You’re the Microphone—3 Ways to Not Be a Faulty One

Campaign messages like “we are the voice for the children” and “we are the voice for the poor” are all too common. Those people already have their own voices (however they express themselves, be it though auditory speech or another means)…. Whether they are “heard” is another matter.

My point is, being the metaphorical voice for another means we are speaking on behalf of our story contributors, the people our organization serves, but that is not what we are doing, or is not what we should be doing. We are more like a metaphorical microphone, amplifying their messages.

Considering yourself in that role, you can focus on being a correctly working microphone. If you were giving a talk at a live event (remember those days), you would be up on stage at the tech rehearsal, and someone would walk to the far back corner of the room and shout, “I hear you,” or not, after you talked into the mic.
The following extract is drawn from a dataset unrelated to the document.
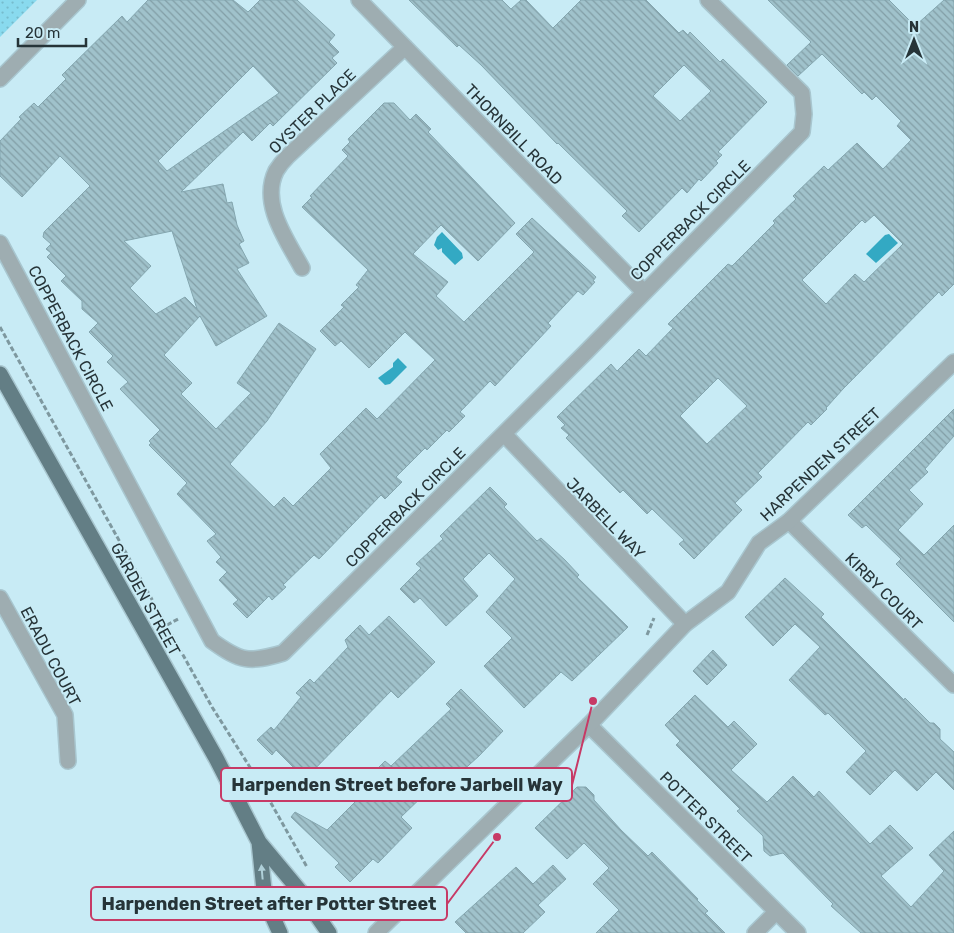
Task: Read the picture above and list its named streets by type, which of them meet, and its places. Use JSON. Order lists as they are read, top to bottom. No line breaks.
{"streets":{"main road":["GARDEN STREET"],"street":["OYSTER PLACE","THORNBILL ROAD","COPPERBACK CIRCLE","HARPENDEN STREET","JARBELL WAY","KIRBY COURT","ERADU COURT","POTTER STREET"]},"crossings":[["OYSTER PLACE","THORNBILL ROAD"],["THORNBILL ROAD","COPPERBACK CIRCLE"],["COPPERBACK CIRCLE","JARBELL WAY"],["HARPENDEN STREET","JARBELL WAY"],["HARPENDEN STREET","KIRBY COURT"],["HARPENDEN STREET","POTTER STREET"]],"places":["Harpenden Street before Jarbell Way","Harpenden Street after Potter Street"],"scale_bar":"20 m","north":"top"}
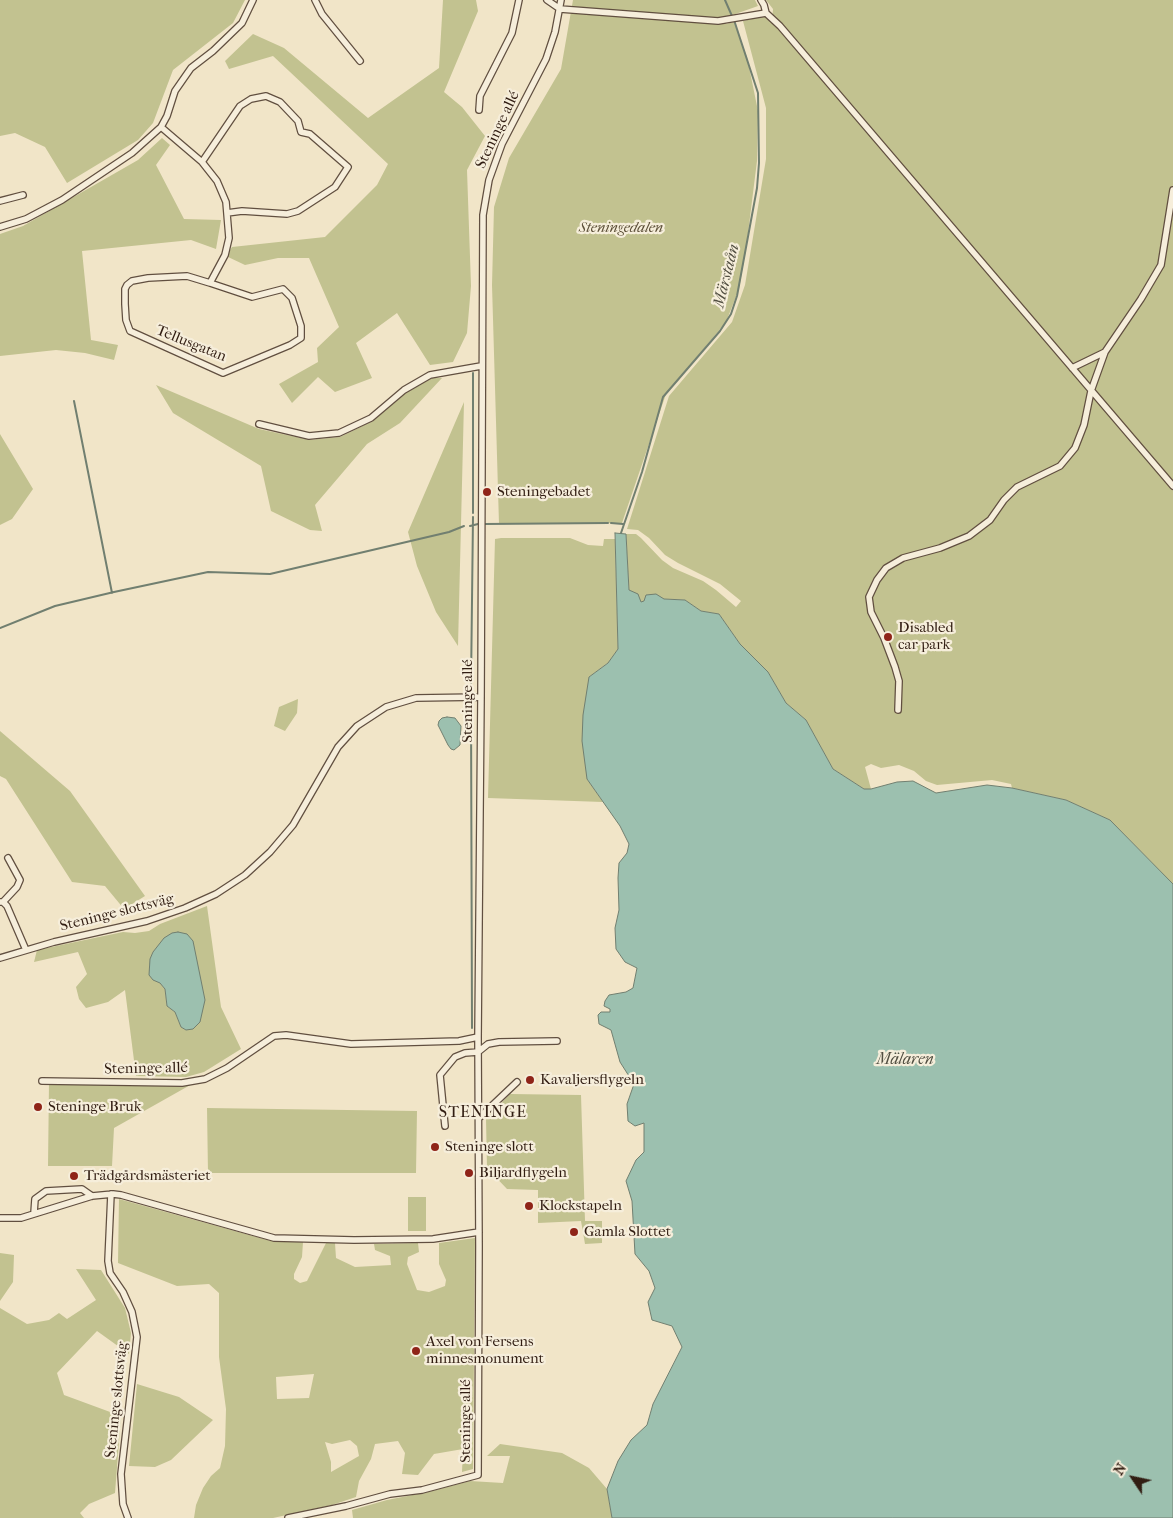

If they didn’t hear you, the AV crew would adjust the mic settings or get you a new one.

It’s not enough to realize you are your clients’ microphones, not their voices. Now you can do the work of getting feedback from the back of the room. If you only pay attention to how you sound to yourself talking into a mic or just look to the reactions in the front row, you may be being a faulty metaphorical microphone.

Troubleshoot before the next big speaking engagement:

1. Analyze your subjectivity.

What is influencing your perspective?

What experiences do you share with the people you are communicating about, and are you making sure not to project your own experience onto theirs?

2. Reveal your evidence.

Generalizations can sound like stereotypes. So, if there is evidence, reveal it. Be specific.

Always ask: How do I know that? What am I basing this off of?

Share evidence—direct quotes, personal testimonials, or research—that backs up the point you are trying to make and keeps your own biases and assumptions in check.

3. Honor the contributor’s agency and authenticity.

Believe people when they tell you their story. Sure, you may need to back things up with research when you start making broad statements about groups, but you are not investigative journalists probing into the accuracy of any person’s history)

Use the contributor’s terminology (e.g., pronouns, identities, descriptors) when they are talking about themselves, even if you have to provide clarifying details to the audience.

Give credit to all sources and contributors; cite sources properly and acknowledge their contributions.